Mason describes Healing Homes first generation product as factory built; universally accessible, master bedroom suites with full access bathrooms that are built to the BOCA building code (modular units). The typical American home (71.4 million Americans are homeowners today) is built to house fully functioning family members only. Most single-family homes have bedrooms and full bathrooms on the second floor and require that the occupants climb a flight of stairs to gain access to these basic amenities. So, my architecturally designed, universally accessible, housing suites solve their most immediate problem of maintaining access to their home, to these basic amenities and to their loved ones. HealingHomes guarantees a person with a disability greater independence and the opportunity to age near their family, as well as maintaining their freedom and their all-important sense of place.
HealingHomes second generation of products and services will offer suites for lease by the month. Additionally, HealingHomes will introduce a fully handicap accessible; hospital room on wheels that, with a fully self-contained support system, can be set up and leased just in time for the patients primary care discharge and can be comfortably occupied for three to six weeks while the BOCA suites installation is completed. Also planned is the incorporation of telemedical units that will allow the monitoring of the HealingHomes patients vital signs 24 hours per day with wireless transmission of their bio-metric data to a hospital or a doctors office via the Internet.

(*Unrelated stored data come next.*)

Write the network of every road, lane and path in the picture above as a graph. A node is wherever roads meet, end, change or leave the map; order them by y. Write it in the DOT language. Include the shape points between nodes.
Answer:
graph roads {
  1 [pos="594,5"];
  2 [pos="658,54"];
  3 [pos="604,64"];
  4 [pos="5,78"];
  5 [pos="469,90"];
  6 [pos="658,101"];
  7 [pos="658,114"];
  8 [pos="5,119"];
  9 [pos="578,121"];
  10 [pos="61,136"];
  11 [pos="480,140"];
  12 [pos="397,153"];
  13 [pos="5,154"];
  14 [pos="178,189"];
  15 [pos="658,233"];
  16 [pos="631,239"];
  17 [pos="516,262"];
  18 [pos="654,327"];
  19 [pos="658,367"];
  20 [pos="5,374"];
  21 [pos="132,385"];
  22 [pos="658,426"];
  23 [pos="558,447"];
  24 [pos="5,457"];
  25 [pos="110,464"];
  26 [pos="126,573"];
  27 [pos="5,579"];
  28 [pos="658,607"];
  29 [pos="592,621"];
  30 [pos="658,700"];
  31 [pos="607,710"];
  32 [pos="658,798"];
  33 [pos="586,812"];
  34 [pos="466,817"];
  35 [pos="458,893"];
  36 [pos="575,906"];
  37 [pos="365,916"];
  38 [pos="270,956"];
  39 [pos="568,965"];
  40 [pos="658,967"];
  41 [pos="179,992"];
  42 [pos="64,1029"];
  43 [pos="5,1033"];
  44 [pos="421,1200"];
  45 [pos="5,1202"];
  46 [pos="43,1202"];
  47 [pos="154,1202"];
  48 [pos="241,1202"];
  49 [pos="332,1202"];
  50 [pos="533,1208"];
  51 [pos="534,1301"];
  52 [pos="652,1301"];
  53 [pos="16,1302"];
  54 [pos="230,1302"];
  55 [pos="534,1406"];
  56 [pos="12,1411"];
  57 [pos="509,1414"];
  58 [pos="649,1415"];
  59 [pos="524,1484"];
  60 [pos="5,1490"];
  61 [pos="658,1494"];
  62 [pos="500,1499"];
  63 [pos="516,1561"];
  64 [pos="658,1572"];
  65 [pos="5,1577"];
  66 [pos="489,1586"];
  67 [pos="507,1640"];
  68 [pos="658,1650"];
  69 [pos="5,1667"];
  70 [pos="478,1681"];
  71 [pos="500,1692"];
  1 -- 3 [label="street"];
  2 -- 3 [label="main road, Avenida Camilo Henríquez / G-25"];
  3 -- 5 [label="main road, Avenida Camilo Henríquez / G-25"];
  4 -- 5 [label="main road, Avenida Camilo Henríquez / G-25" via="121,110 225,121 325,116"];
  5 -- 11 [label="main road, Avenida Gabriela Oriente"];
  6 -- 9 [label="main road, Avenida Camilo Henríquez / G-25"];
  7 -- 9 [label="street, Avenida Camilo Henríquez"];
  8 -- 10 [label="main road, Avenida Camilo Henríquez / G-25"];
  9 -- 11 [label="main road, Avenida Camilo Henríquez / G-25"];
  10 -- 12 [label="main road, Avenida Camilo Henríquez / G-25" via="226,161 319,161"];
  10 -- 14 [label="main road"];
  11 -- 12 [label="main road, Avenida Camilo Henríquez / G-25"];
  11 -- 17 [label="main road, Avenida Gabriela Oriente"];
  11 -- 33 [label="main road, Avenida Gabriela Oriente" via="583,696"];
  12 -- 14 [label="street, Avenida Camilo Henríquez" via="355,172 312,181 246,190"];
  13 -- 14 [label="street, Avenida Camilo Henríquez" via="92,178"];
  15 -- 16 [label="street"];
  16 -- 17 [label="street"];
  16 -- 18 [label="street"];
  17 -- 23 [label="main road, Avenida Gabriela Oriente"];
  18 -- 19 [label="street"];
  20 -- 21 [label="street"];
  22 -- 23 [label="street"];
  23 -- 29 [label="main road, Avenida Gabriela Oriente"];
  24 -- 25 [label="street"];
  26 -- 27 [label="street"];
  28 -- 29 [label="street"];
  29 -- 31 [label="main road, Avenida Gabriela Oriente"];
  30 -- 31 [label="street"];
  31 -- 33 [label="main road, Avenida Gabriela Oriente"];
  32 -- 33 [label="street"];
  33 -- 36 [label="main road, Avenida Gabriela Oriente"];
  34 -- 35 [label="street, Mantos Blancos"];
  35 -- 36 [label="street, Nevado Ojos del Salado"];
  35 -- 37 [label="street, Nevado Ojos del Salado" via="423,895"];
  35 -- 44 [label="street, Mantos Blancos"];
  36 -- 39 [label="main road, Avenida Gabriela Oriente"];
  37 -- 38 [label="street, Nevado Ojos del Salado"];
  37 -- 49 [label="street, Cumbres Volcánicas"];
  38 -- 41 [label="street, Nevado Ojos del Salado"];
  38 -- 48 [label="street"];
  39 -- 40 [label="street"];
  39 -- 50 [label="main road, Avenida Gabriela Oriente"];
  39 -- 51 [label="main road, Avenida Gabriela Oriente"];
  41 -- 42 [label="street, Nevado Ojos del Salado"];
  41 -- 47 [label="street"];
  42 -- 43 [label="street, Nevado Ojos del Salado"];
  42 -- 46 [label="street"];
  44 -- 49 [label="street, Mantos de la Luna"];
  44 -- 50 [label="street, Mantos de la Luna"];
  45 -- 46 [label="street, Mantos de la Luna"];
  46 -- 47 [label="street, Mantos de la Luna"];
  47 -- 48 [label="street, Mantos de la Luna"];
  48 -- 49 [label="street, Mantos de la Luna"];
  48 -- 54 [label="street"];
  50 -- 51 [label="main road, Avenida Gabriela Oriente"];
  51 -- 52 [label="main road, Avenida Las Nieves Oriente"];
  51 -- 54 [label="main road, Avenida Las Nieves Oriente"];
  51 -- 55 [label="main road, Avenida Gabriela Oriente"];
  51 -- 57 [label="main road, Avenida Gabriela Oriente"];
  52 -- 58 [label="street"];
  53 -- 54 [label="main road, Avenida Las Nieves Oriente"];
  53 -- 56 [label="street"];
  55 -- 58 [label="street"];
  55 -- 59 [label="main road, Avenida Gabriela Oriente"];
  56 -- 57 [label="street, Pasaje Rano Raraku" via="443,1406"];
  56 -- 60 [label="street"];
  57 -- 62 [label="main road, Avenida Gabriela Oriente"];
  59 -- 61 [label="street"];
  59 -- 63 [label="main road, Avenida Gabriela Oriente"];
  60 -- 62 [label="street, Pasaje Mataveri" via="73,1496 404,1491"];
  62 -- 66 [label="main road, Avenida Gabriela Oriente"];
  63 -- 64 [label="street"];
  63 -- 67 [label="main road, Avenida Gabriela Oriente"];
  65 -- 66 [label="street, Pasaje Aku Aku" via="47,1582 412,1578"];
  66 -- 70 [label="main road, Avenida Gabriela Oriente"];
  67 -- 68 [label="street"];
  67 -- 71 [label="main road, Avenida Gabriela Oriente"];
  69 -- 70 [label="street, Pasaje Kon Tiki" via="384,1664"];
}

Employing video cams at both ends will allow a doctor, VNA nurse, etc. to make virtual house calls, loved ones can check up on the disabled person from remote locations like their office and fellow HealingHomes consumers can have interactive conversations, with a fellow home bound resident, as well. The Disney-built community known as Celebration in Florida has wired each home to the Celebration community hospital and is designed with this type of electronic support network in mind.
HealingHomes has been designed with reference to the work of leading primary healthcare facility architects who have identified and included healing elements in their designs; i.e., indirect lighting, abundant sunlight, tranquil colors, soothing sounds, control of utilities from the persons bed, etc. HealingHomes BOCA suites can both be owned and permanently attached to an existing dwelling or leased and temporarily set on a foundation with a connecting ramp built to the main residence for easy access. It can be sited at the home of the person with the disability, if a spouse is present or, for instances, at the home of an adult child of the disabled person. The goal of the design work has been to maximize independence for the healthcare consumer and give them as much CONTROL over their environment as possible; to eliminate dis-ease and optimize both their physical and mental health. We environmentally optimize the healing response to promote the well being of the whole person.